In my memory, everything is magnified. In my memory, everything is perfect. In my memory, I see him standing beside old men in the train. His body serendipitously pushed to the corner so that he might see my eyes. Hazel, their color. In my memory, he remembers my hazel eyes as I do his grey ones.

 

In my fantasy, those five days we spent in the train, are spent in some secret forest. We lay naked and eating off God’s bounty. In my fantasy, he whispers to my ear. He whispers, “I love you.” And I whisper back.

 

In my hope, he loves me still after so much time in this place. Why didn’t the Americans come earlier with their bombs? Why didn’t the crash happen earlier? In my hope, Jews are freed from the German camps whole and intact much like from a refreshing summer vacation. In hope, he is still alive, waiting for me, searching for me.
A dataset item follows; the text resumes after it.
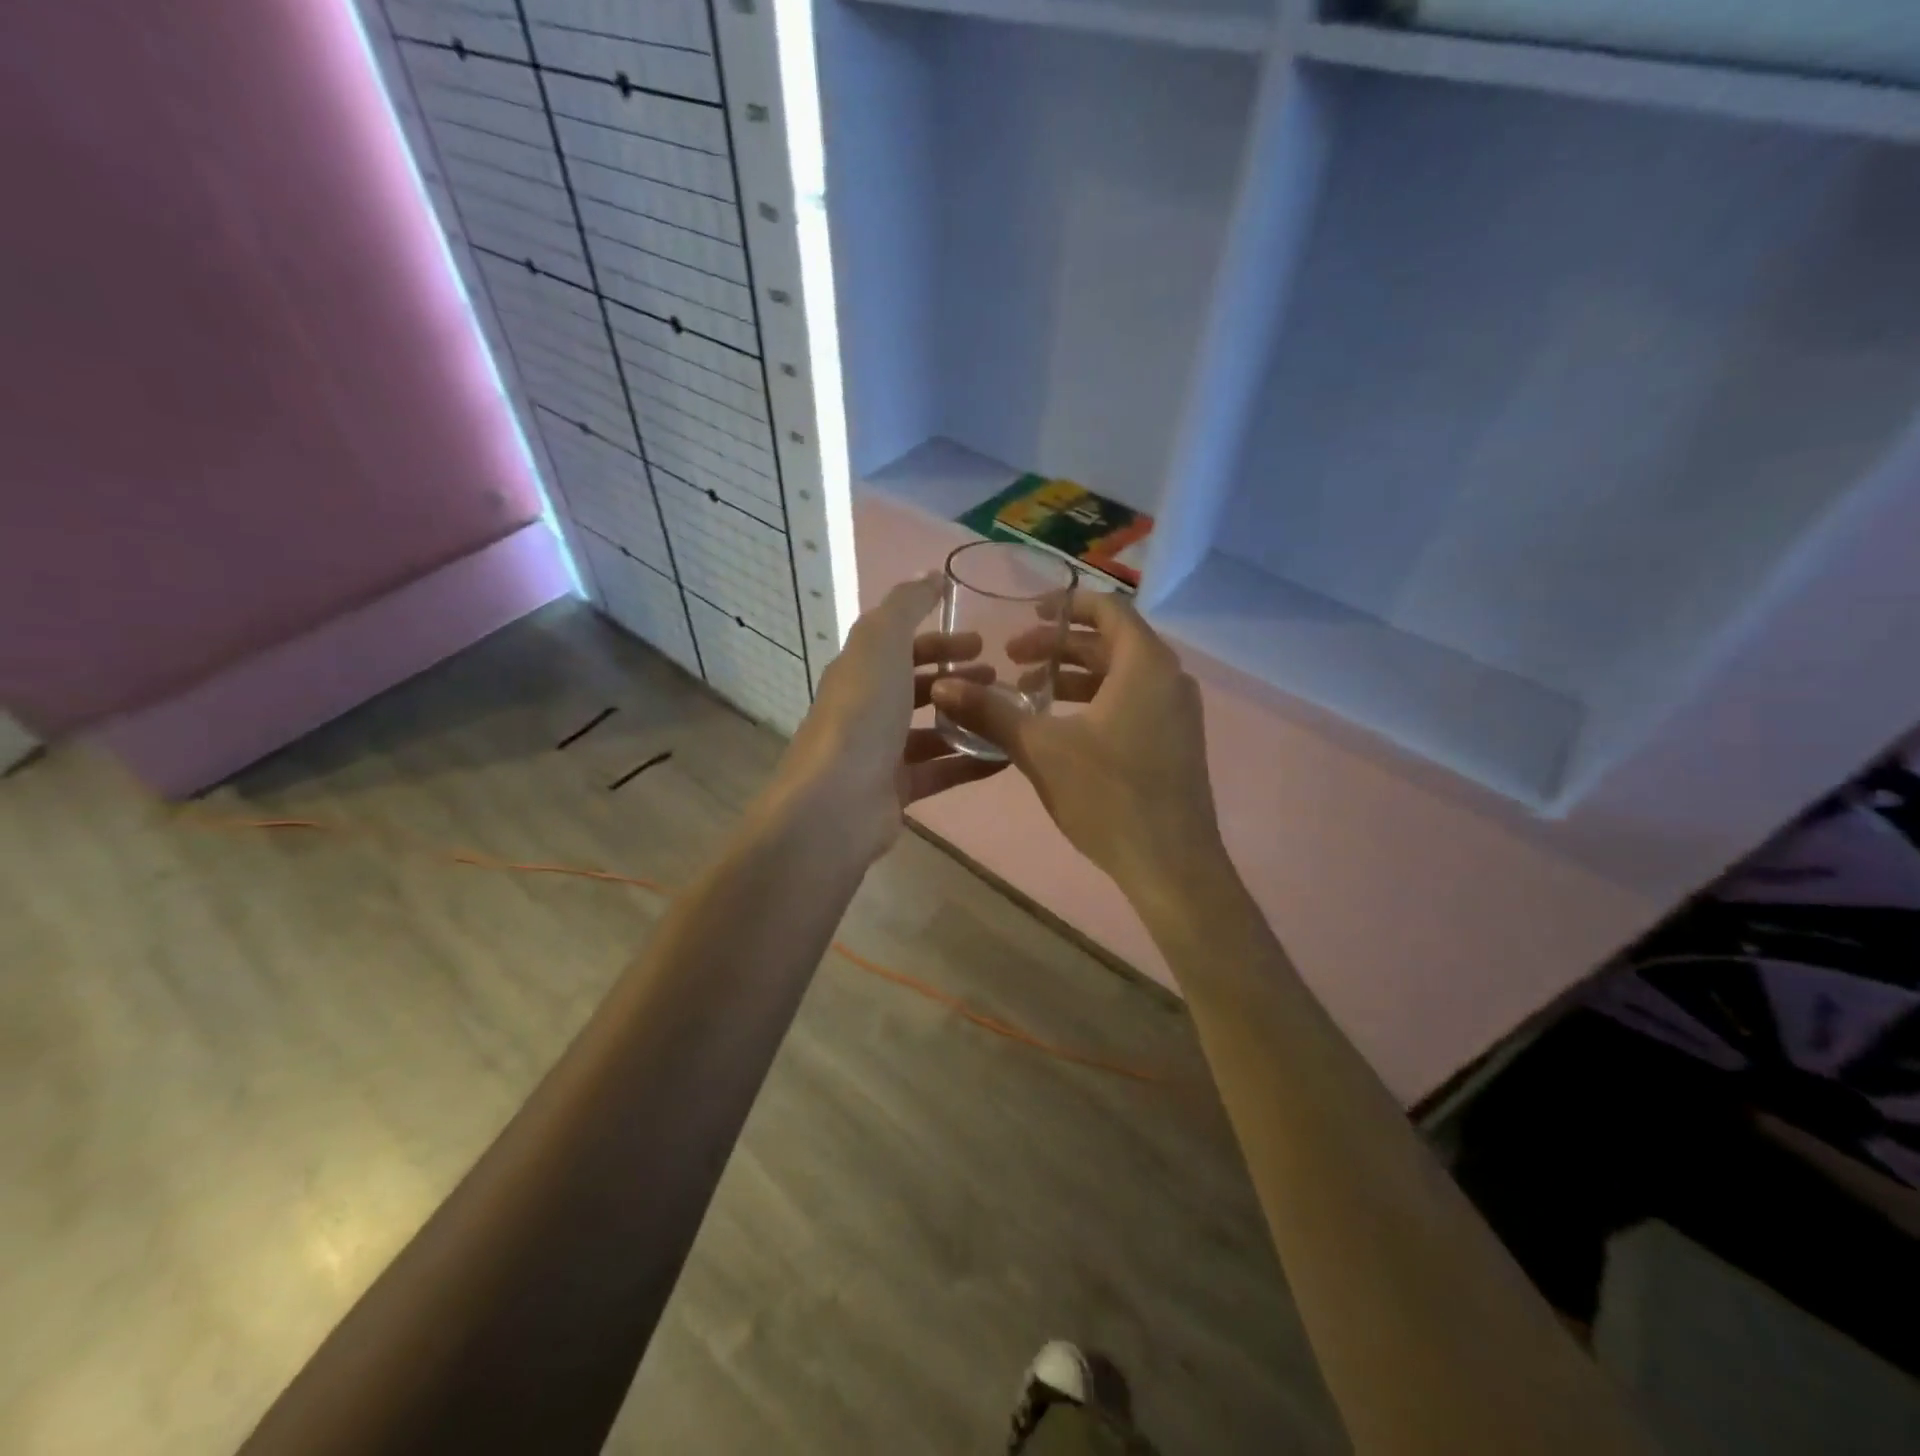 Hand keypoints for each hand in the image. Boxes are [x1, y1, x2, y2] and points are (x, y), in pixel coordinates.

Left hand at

In hope, he loves me.

 

“Ich liebidich, mein Fraulein.” I hear. Frantic, I search purposelessly around me. Is he still alive? No. All this is fear. In fear, the Americans will fail. In fear, all surviving prisoners of Auschwitz are sent to Dr. Menangle, and his chamber. In fear, all Jews are to die by Arian hands.

 

There is so much more to life than fear. Beautiful things lie for those who have the courage to step forward. Just one step forward, and the bounty of memory, fantasy, and most uniquely especial, hope are yours.

 

And in this final hope, I fall.

 

My face hits the ground. My body lays numb. My eyes are looking at his. His lips meet mine.

 

                                                ***

 

And I am in Eden, my body once again beautifully pale lies prostrate in the grass with the man I love. It is morning and an apple lies in my hand, I bite it and offer it to him, he smiles and says it’s forbidden to eat from fruit of such redness. Red. The color of blood, of war, of sin. And I say, “It doesn’t matter Gabriel. Nothing matters but your perfect Grey eyes.”